_Task statement_
Where the data below has the string "from", return the whole line.

(Saved data entries)
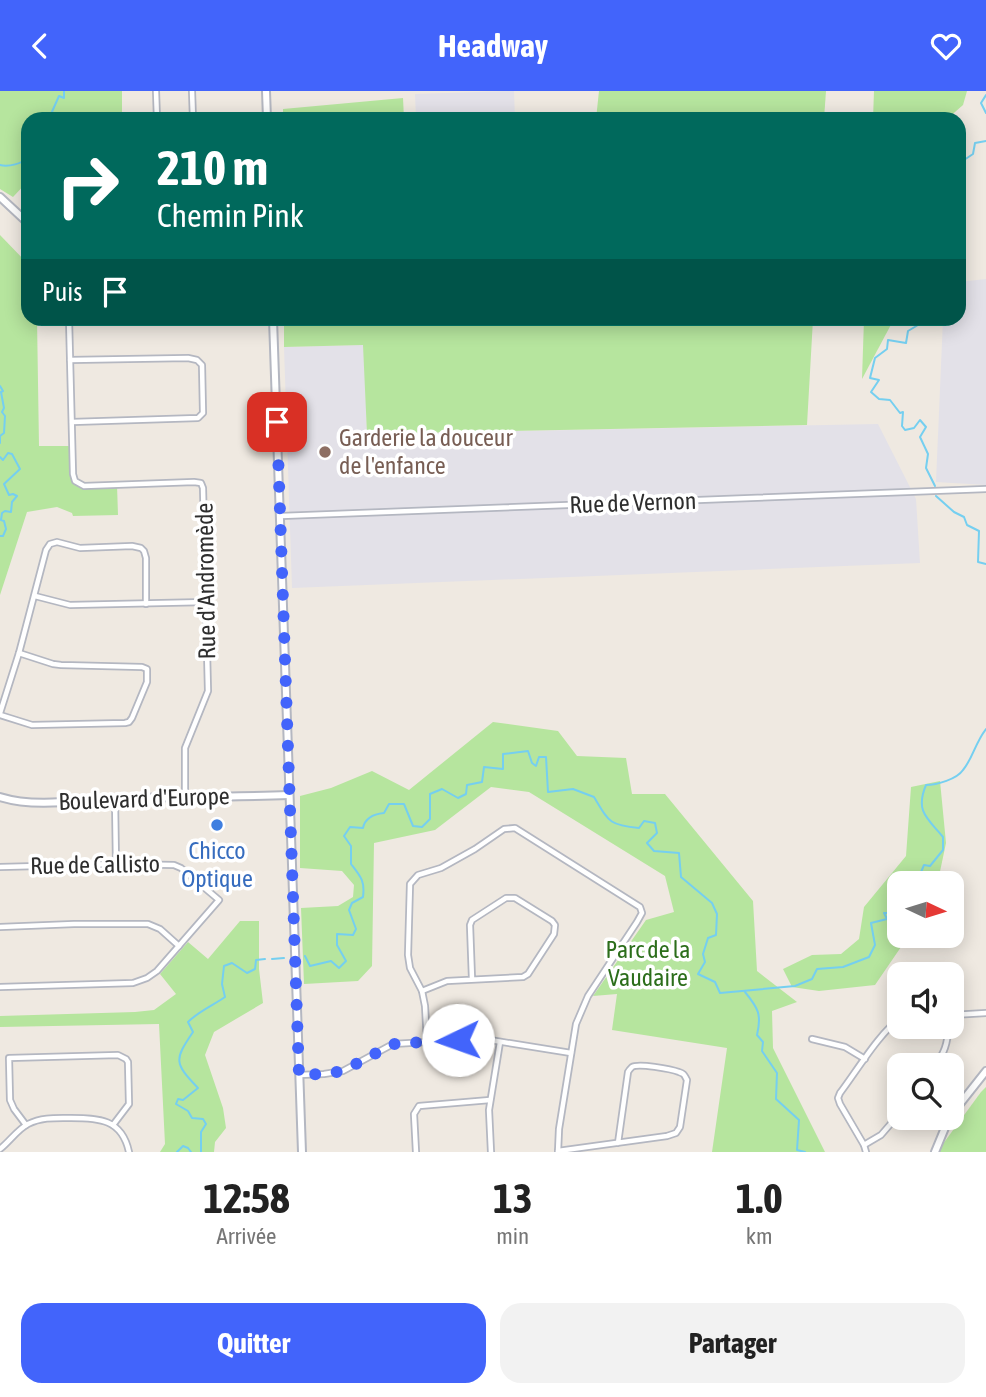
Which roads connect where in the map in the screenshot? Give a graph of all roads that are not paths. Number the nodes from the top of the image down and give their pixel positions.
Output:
1 (156, 91) edge
2 (192, 91) edge
3 (266, 91) edge
4 (157, 112) edge
5 (193, 112) edge
6 (267, 112) edge
7 (0, 197) edge
8 (21, 216) edge
9 (69, 326) edge
10 (273, 326) edge
11 (70, 361) junction
12 (72, 422) junction
13 (986, 489) edge
14 (281, 516) junction
15 (34, 596) junction
16 (207, 602) junction
17 (146, 604) junction
18 (19, 653) junction
19 (0, 714) edge
20 (289, 795) junction
21 (0, 797) edge
22 (185, 797) junction
23 (115, 799) junction
24 (116, 864) junction
25 (0, 867) edge
26 (0, 927) edge
27 (179, 946) junction
28 (472, 979) junction
29 (0, 987) edge
30 (422, 991) junction
31 (986, 1013) edge
32 (964, 1014) edge
33 (887, 1030) edge
34 (812, 1039) dead end
35 (427, 1042) junction
36 (500, 1042) junction
37 (571, 1053) junction
38 (864, 1059) junction
39 (986, 1071) edge
40 (299, 1075) junction
41 (964, 1099) edge
42 (489, 1100) junction
43 (26, 1125) junction
44 (113, 1125) junction
45 (887, 1128) edge
46 (945, 1130) edge
47 (618, 1143) junction
48 (864, 1145) junction
49 (0, 1149) edge
50 (558, 1151) edge
51 (129, 1152) edge
52 (302, 1152) edge
53 (416, 1152) edge
54 (491, 1152) edge
55 (866, 1152) edge
56 (935, 1152) edge

1 - 4 street
2 - 5 street
3 - 6 main road
7 - 8 main road
9 - 11 street, Rue d'Andromède
10 - 14 main road
11 - 12 street, Rue d'Andromède
11 - 12 street
12 - 16 street, Rue d'Andromède
13 - 14 street, Rue de Vernon
14 - 20 main road
15 - 17 street
15 - 17 street
15 - 18 street
16 - 17 street
16 - 22 street, Rue d'Andromède
18 - 19 street
18 - 19 street
20 - 22 main road, Boulevard d'Europe
20 - 40 main road
21 - 23 main road, Boulevard d'Europe
22 - 23 main road, Boulevard d'Europe
23 - 24 street
24 - 25 street, Rue de Callisto
24 - 27 street, Rue de Callisto
26 - 27 street
27 - 29 street
28 - 28 street
28 - 30 street
30 - 35 street
30 - 37 street
31 - 32 street
33 - 38 street
34 - 38 street
35 - 36 street
35 - 40 street
36 - 37 street
36 - 42 street
37 - 50 street
38 - 48 street
39 - 41 main road
40 - 52 main road
42 - 53 street
42 - 54 street
43 - 44 street
43 - 44 street
43 - 49 street
44 - 51 street
45 - 48 street
46 - 56 main road
47 - 47 street
47 - 50 street
48 - 55 street

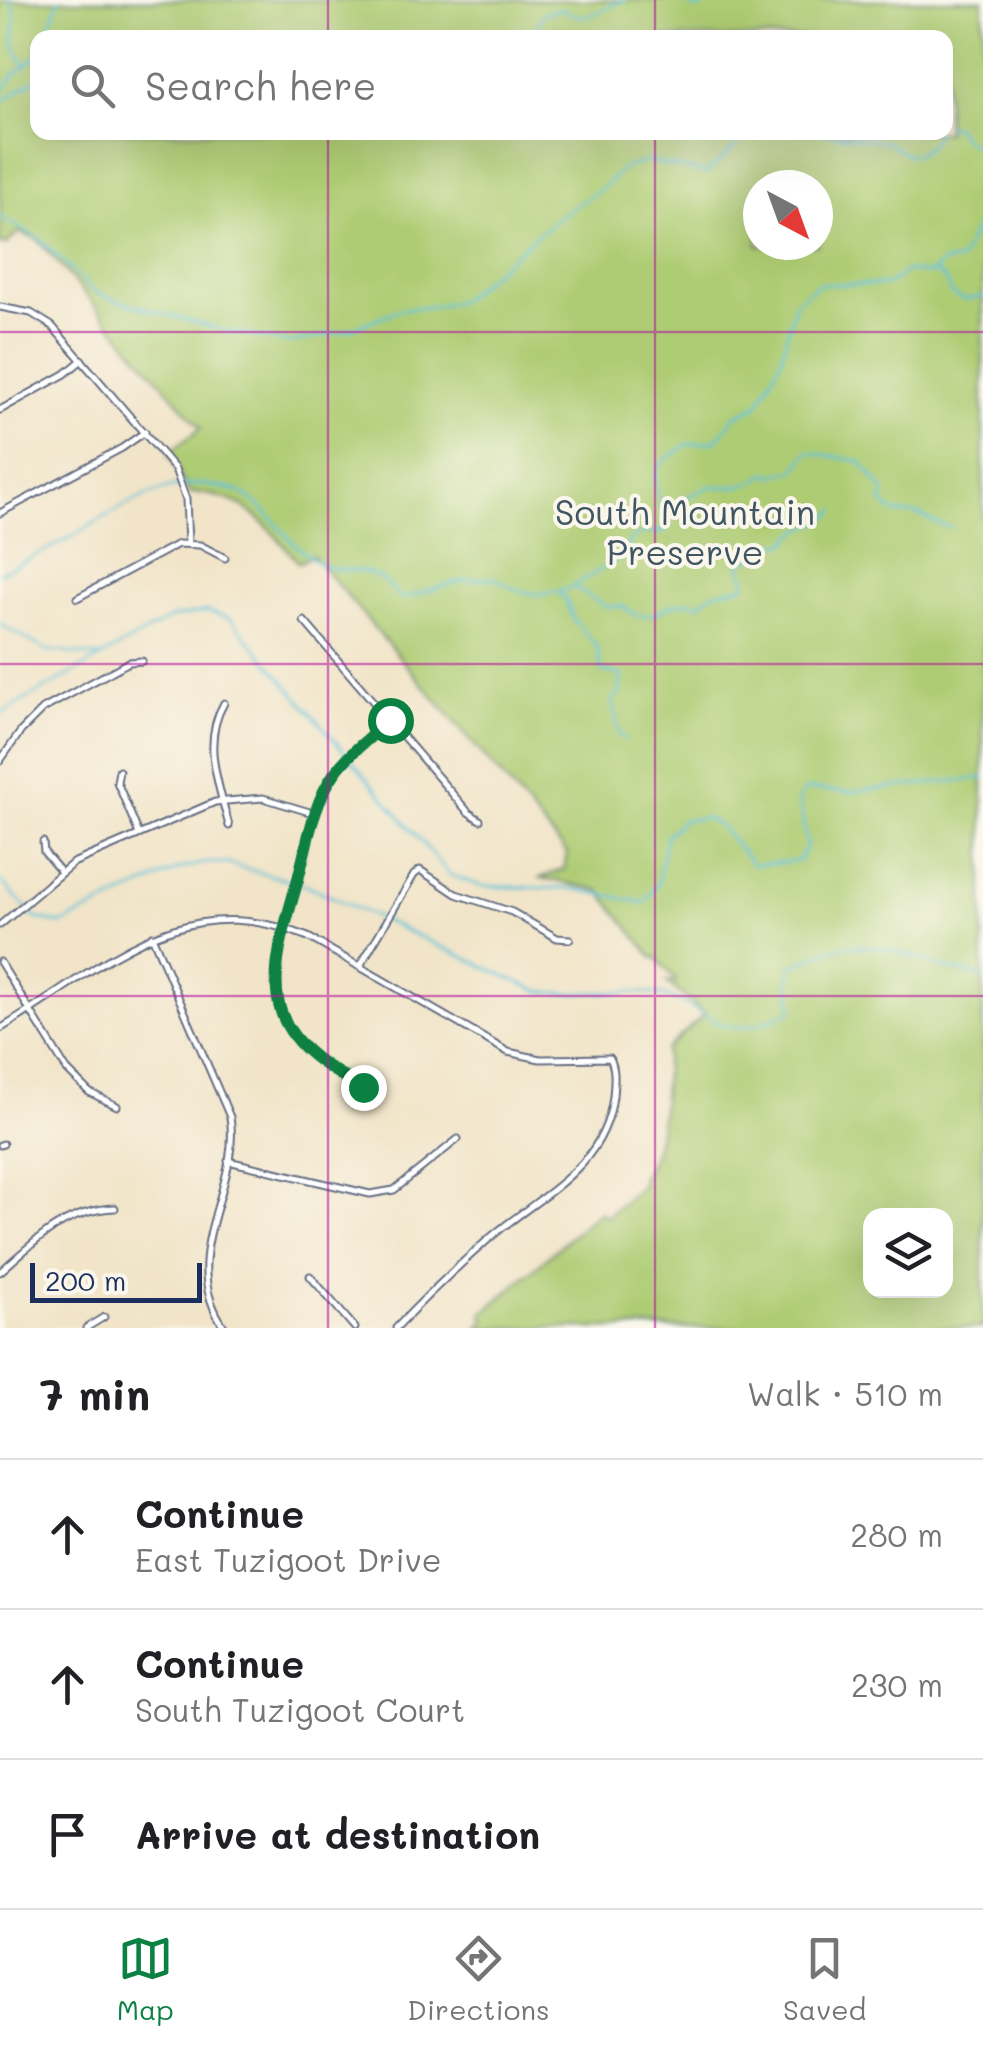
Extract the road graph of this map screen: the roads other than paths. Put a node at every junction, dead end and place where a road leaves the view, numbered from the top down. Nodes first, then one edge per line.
1 (0, 307) edge
2 (82, 360) junction
3 (0, 410) edge
4 (145, 432) junction
5 (0, 513) edge
6 (188, 544) junction
7 (225, 558) dead end
8 (76, 598) dead end
9 (304, 621) dead end
10 (142, 660) dead end
11 (224, 703) dead end
12 (390, 720) junction
13 (0, 761) edge
14 (119, 771) dead end
15 (223, 800) junction
16 (316, 814) junction
17 (480, 820) dead end
18 (230, 826) dead end
19 (139, 834) junction
20 (43, 842) dead end
21 (61, 872) junction
22 (0, 925) edge
23 (283, 927) junction
24 (152, 936) junction
25 (570, 940) dead end
26 (0, 962) edge
27 (360, 966) junction
28 (30, 1012) junction
29 (0, 1029) edge
30 (363, 1087) dead end
31 (117, 1106) dead end
32 (458, 1138) dead end
33 (228, 1160) junction
34 (115, 1208) dead end
35 (0, 1272) edge
36 (310, 1276) dead end
37 (104, 1318) dead end
38 (86, 1328) edge
39 (225, 1328) edge
40 (355, 1328) edge
41 (396, 1328) edge

1 - 2 street
2 - 3 street
2 - 4 street
4 - 5 street
4 - 6 street
6 - 7 street
6 - 8 street
9 - 12 street
10 - 13 street
11 - 15 street
12 - 16 street
12 - 17 street
14 - 19 street
15 - 16 street
15 - 18 street
15 - 19 street
16 - 23 street
19 - 21 street
20 - 21 street
21 - 22 street
23 - 24 street
23 - 27 street
23 - 30 street
24 - 28 street
24 - 33 street
25 - 27 street
26 - 28 street
27 - 41 street
28 - 29 street
28 - 31 street
32 - 33 street
33 - 39 street
34 - 35 street
36 - 40 street
37 - 38 street

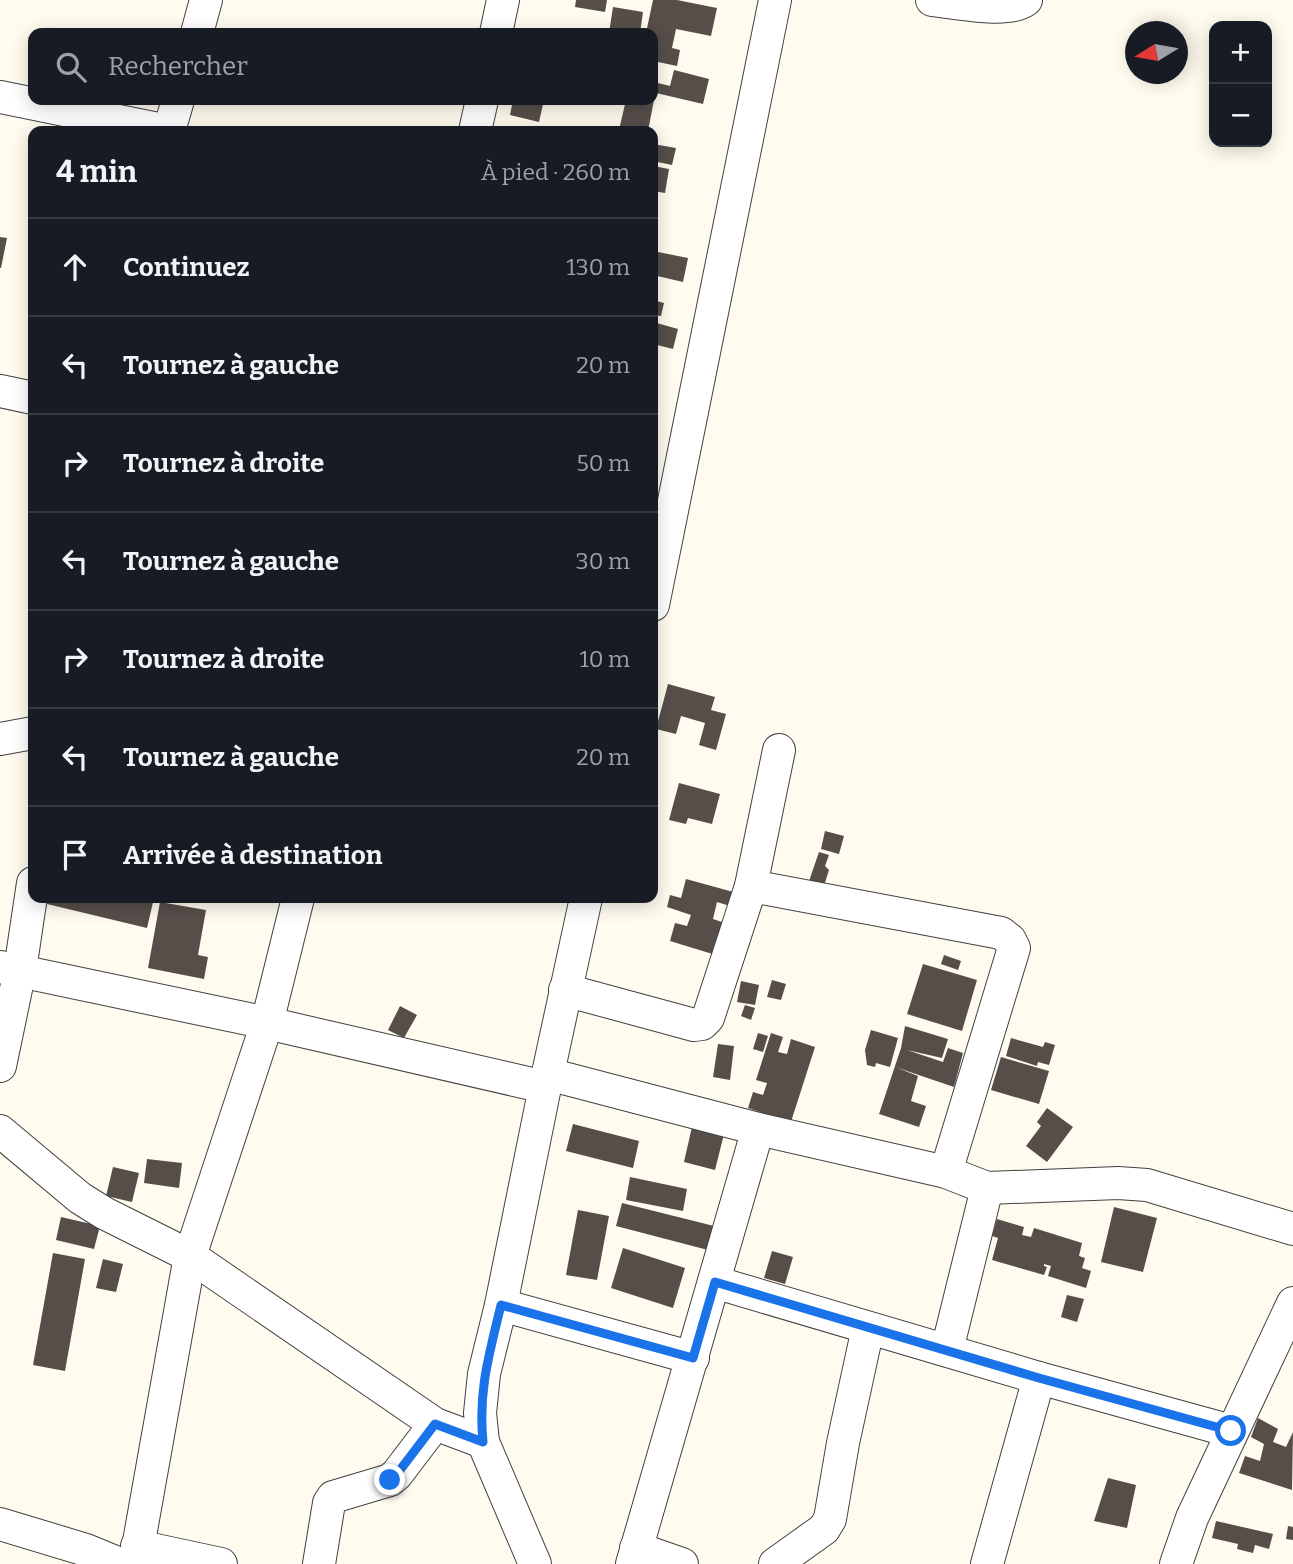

_Result of the task_
Which roads connect where in the map in the screenshot? Give a graph of all roads that are not paths. Number the nodes from the top of the image down and give their pixel positions.
Extract the road graph of this map screen: the roads other than paths. Put a node at every junction, dead end and place where a road leaves the view, numbered from the top down. Nodes first, then one edge per line.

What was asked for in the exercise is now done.